アニメ『ルパン三世 PART6』の菅沼栄治監督にインタビュー、シナリオが求めている映像の表現を目指して

GIGAZINE



アニメ化50周年を迎える『ルパン三世』のシリーズ最新作『ルパン三世 PART6』が、いよいよ明日・2021年10月9日(土)深夜から順次スタートします。本作の舞台はロンドン。ルパン阻止のためにスコットランド・ヤードやMI6、おなじみの銭形警部が立ちはだかるほか、探偵シャーロック・ホームズも姿を見せることになります。
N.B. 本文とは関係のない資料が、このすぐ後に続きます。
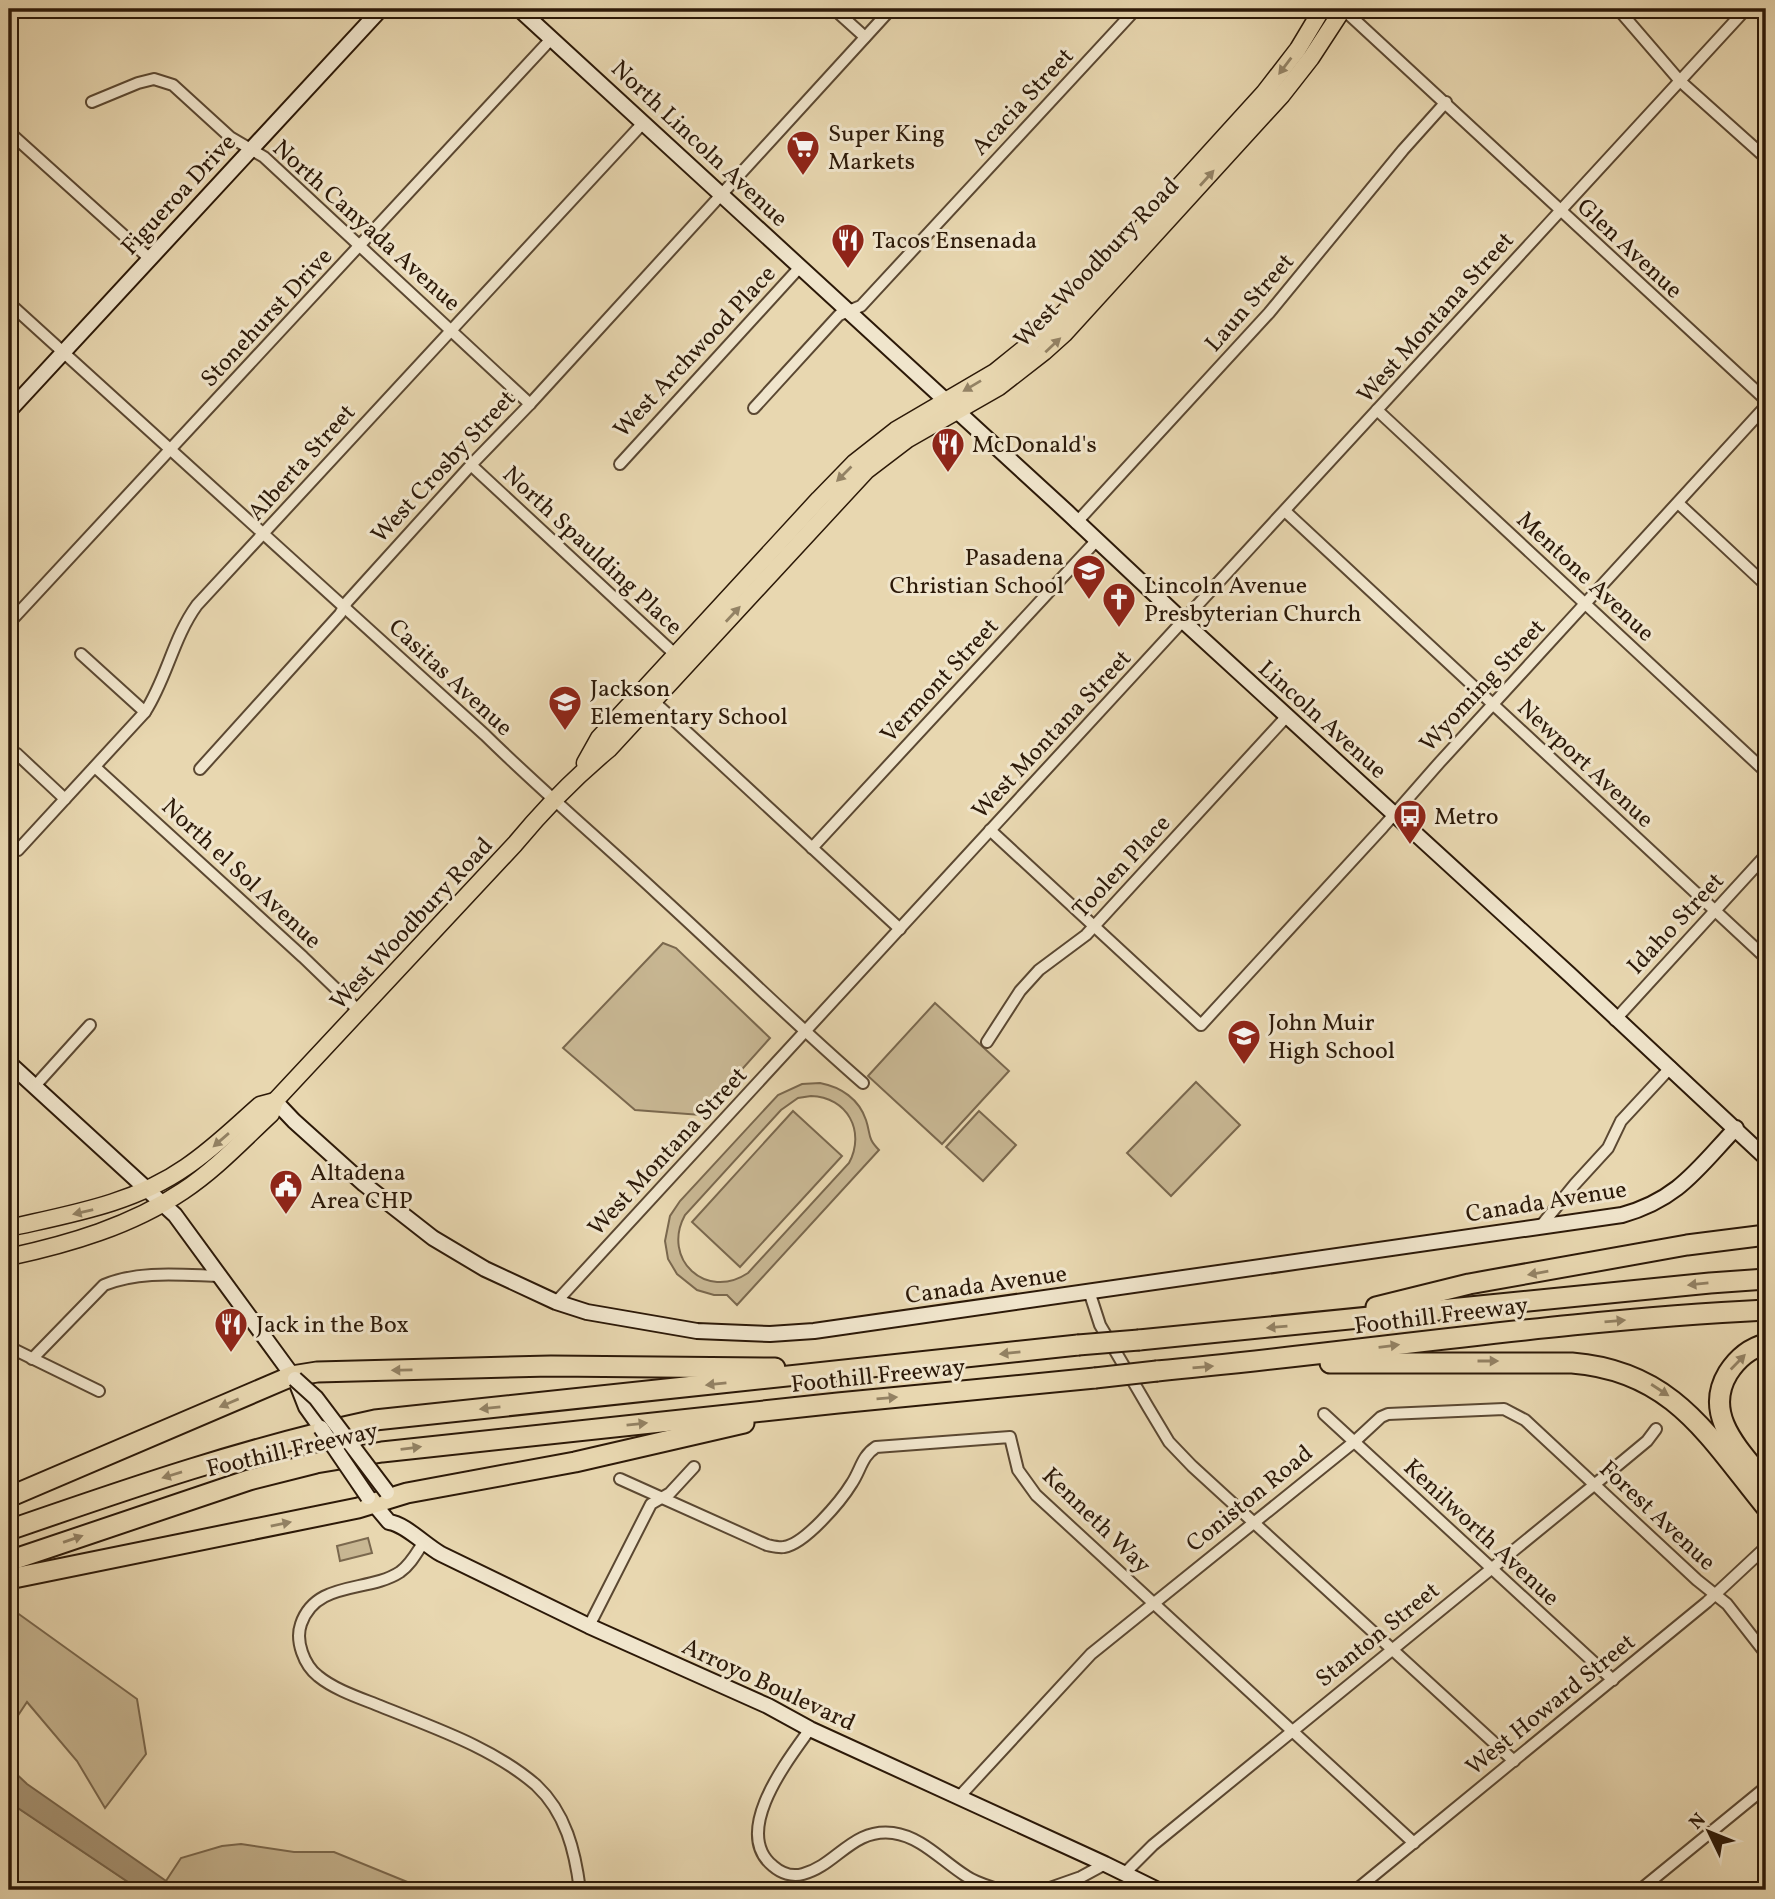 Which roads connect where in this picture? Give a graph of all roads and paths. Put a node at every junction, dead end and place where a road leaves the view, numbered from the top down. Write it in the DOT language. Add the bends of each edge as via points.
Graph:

シリーズ構成はミステリ作家・大倉崇裕さんが担当。各話のゲスト脚本家として、『ルパン三世』小説版を手がけた作家・脚本家の辻真先さん、『GHOST IN THE SHELL/攻殻機動隊』などの作品で知られるアニメ監督・押井守さん、『スチームオペラ 蒸気都市探偵譚』などの著作があるミステリ作家の芦辺拓さん、『天空の犬』などの著作がありデビューが『ルパン三世 戦場は、フリーウェイ』だったという小説家・樋口明雄さん、『告白』『ユートピア』『望郷』などの著作がある小説家・湊かなえさんが参加します。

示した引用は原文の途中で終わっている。